Il leader della Dc teorizzò che bisognava “comprare il pane dove conveniva di più”.  Un’idea della politica che ha segnato la storia d’Italia da Depretis a Berlusconi e Renzi. E che ora entra anche nella strategia dei Cinquestelle

ROMA  –  “Quando Giulio Andreotti enuncia la teoria dei due forni eravamo in tre o quattro intorno a lui, alla buvette di Montecitorio. Lo fece con semplicità con naturalezza, quasi non sapesse, e lo sapeva benissimo, che le sue parole l’indomani avrebbero fatto il giro dei giornali quotidiani. Se debbo comprare il pane, disse, e ho nella mia stessa strada due forni e uno di questi me lo fa pagare caro o mi dà un prodotto scadente, vado dall’altro”.  L’uomo politico democristiano era morto da poche ore e Giuseppe Loteta, notista politica di lungo corso, iniziava così il suo “coccodrillo”.
Segno dell’importanza che questa “teoria” ha avuto nella vita e nell’attività politica di un uomo che ha segnato tutta la vita della Prima Repubblica. Un filo conduttore e una concezione della politica tornata ancora una volta di moda in questi giorni. Soprattutto dopo l’offerta di Luigi Di Maio a Pd e Lega, uno vale l’altro, di fare un contratto di governo sul modello tedesco. Ma l’idea dei due forni torna anche nei retroscena  di oggi che vedono Matteo Salvini un po’ preoccupato perché l’alleato Silvio Berlusconi al forno grillino sembra preferire quello di Matteo Renzi e del suo tormentato Pd. Nei grafici è indicata la base parlamentare delle due potenziali alleanze.
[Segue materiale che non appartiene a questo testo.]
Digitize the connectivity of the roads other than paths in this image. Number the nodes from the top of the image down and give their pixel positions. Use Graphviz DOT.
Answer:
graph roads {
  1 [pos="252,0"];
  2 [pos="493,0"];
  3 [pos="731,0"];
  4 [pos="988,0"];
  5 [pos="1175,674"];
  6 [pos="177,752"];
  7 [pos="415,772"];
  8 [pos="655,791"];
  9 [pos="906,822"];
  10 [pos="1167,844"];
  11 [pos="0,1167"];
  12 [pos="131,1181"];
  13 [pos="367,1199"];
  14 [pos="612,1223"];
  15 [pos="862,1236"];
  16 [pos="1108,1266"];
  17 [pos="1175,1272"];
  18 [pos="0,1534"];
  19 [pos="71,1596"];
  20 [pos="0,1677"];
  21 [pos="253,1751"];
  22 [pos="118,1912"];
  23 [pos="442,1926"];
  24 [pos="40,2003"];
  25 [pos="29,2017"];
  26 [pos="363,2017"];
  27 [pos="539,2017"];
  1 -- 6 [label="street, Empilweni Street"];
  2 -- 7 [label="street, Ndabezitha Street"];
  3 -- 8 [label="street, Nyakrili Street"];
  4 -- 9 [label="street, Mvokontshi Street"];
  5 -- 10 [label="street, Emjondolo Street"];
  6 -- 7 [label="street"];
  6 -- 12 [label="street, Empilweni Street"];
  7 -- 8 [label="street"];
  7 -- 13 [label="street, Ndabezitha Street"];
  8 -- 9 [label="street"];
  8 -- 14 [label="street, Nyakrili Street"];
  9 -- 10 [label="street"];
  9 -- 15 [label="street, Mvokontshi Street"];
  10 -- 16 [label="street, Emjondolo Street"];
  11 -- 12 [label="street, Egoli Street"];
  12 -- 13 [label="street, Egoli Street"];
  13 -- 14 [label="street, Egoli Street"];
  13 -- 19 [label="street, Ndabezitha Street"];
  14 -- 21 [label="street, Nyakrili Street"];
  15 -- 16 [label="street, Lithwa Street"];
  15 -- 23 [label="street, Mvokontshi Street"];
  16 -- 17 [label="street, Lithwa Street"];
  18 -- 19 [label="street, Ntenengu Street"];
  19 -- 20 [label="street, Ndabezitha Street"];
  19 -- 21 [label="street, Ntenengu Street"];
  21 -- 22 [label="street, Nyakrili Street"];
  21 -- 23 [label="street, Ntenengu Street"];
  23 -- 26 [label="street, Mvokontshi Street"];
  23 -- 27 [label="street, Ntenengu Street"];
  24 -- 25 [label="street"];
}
Quella composta da M5s e Lega, i due vincitori delle elezioni del 4 marzo, è nettamente più ampia di quella che come alternativa alla Lega considera il Pd (oltreché la pattuglia dei parlamentari di Leu).
COME NASCE LA METAFORA DEI DUE FORNI
Andreotti, fumoso come al solito, in un’intervista spiegò di avere inventato i “due forni” durante la crisi politica che portò alle elezioni anticipate del 1987. Ma altri giornalisti e storici fanno risalire l’idea, il concetto, alla fine degli Anni 50, ai primi Anni 60, quelli dell’avvento del centrosinistra. Quando Andreotti incarnava la destra della Dc e i due fornai erano il Partito socialista italiano di Pietro Nenni e il Partito liberale italiano di Giovanni Malagodi. E all’occorrenza anche gli esponenti del Movimento sociale italiano. Anni in cui il morente centrismo cercò appoggi a destra, fino al governo Tambroni, per poi virare a sinistra con l’apertura al Psi.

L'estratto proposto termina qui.